# PROMPT
Scan the material below for the string "nodes". Report every line that has it.

>>>>

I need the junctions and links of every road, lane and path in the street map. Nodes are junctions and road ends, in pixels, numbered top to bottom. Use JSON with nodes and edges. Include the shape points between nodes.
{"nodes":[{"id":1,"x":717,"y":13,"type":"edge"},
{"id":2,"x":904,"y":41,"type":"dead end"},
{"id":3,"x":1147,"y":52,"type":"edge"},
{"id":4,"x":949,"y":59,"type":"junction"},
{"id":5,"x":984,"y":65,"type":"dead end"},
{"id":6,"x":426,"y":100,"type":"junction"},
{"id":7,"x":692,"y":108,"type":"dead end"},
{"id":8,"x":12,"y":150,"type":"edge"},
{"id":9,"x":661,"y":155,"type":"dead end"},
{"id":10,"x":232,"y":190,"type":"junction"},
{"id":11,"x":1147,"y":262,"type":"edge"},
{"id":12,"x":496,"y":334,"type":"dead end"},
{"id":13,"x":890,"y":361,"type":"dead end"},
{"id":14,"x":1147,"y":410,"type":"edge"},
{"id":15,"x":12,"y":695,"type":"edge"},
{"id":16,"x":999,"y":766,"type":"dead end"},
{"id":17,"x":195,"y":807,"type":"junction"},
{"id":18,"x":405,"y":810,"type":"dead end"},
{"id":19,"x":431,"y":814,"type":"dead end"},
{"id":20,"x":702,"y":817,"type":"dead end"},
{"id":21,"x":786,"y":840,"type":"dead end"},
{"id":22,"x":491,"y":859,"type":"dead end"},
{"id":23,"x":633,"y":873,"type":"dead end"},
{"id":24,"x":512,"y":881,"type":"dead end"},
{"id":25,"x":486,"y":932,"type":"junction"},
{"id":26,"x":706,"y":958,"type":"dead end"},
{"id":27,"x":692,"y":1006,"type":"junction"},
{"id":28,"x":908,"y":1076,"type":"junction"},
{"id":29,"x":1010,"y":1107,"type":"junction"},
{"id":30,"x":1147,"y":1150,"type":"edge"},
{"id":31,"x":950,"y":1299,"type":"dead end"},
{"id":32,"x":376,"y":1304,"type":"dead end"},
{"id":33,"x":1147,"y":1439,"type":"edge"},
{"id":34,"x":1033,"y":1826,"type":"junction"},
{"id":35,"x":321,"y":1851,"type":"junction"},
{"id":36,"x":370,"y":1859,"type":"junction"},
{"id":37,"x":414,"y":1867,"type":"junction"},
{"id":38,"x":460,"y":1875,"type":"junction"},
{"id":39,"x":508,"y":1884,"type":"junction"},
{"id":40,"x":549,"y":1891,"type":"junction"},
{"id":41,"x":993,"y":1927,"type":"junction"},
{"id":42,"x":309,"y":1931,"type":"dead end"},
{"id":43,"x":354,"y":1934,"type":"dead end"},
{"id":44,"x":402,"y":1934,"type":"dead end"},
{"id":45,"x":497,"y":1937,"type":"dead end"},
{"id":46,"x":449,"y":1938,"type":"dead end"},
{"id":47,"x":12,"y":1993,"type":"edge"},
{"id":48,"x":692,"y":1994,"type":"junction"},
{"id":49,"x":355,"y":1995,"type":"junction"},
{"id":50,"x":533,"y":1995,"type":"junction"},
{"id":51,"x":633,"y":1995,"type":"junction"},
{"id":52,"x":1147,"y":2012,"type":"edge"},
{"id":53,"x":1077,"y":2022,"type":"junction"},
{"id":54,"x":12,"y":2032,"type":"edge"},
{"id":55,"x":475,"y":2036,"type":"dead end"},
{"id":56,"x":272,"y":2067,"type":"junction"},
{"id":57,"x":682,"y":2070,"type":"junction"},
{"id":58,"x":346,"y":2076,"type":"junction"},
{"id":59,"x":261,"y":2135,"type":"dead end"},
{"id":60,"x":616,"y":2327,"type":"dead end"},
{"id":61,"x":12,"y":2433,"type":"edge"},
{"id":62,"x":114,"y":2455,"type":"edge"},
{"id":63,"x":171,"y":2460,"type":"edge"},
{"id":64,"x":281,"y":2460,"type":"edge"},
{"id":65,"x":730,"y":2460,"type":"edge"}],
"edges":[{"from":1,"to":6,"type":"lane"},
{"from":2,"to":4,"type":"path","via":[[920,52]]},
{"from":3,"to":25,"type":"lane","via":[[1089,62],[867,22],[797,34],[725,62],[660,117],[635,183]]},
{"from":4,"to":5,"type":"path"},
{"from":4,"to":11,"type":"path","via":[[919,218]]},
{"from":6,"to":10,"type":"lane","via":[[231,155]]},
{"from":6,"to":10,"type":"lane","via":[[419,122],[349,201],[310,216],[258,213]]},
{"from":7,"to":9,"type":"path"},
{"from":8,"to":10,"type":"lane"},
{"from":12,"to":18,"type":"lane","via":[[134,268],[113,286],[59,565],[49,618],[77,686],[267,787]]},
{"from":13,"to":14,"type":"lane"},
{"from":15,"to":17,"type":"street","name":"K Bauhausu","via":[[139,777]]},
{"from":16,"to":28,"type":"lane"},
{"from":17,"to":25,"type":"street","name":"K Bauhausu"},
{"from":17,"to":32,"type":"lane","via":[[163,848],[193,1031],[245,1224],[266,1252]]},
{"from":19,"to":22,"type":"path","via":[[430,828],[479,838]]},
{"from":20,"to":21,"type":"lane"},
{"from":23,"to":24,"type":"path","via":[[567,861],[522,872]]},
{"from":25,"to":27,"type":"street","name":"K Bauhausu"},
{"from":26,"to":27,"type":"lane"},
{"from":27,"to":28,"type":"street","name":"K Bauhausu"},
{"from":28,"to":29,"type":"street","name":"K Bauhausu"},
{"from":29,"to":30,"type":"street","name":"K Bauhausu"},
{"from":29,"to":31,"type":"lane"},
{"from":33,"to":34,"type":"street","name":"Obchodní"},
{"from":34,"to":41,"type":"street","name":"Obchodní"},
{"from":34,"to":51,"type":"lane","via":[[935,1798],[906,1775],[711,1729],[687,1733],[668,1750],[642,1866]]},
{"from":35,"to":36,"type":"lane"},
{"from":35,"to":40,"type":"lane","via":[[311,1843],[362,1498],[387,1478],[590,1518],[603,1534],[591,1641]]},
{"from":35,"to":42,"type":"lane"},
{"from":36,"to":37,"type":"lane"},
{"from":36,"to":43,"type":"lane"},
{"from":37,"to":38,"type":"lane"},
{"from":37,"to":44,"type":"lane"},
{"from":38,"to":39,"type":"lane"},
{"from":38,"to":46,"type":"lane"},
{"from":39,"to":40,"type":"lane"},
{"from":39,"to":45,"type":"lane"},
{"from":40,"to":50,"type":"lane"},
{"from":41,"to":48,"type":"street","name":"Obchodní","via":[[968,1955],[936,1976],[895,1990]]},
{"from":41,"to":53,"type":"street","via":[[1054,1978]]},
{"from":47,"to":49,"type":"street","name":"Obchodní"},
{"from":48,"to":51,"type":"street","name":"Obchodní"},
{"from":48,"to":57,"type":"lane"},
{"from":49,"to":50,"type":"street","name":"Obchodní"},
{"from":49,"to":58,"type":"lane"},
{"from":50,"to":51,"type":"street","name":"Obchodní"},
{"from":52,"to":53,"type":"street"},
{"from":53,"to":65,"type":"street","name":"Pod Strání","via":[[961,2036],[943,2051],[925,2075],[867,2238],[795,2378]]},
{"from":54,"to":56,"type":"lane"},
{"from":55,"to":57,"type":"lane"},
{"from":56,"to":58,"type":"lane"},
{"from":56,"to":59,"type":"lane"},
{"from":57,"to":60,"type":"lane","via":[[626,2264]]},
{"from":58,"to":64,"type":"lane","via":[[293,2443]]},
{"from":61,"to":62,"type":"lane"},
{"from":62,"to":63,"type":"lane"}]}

<<<<

# SOLVED PROBLEM
I need the junctions and links of every road, lane and path in the street map. Nodes are junctions and road ends, in pixels, numbered top to bottom. Use JSON with nodes and edges. Include the shape points between nodes.
{"nodes":[{"id":1,"x":717,"y":13,"type":"edge"},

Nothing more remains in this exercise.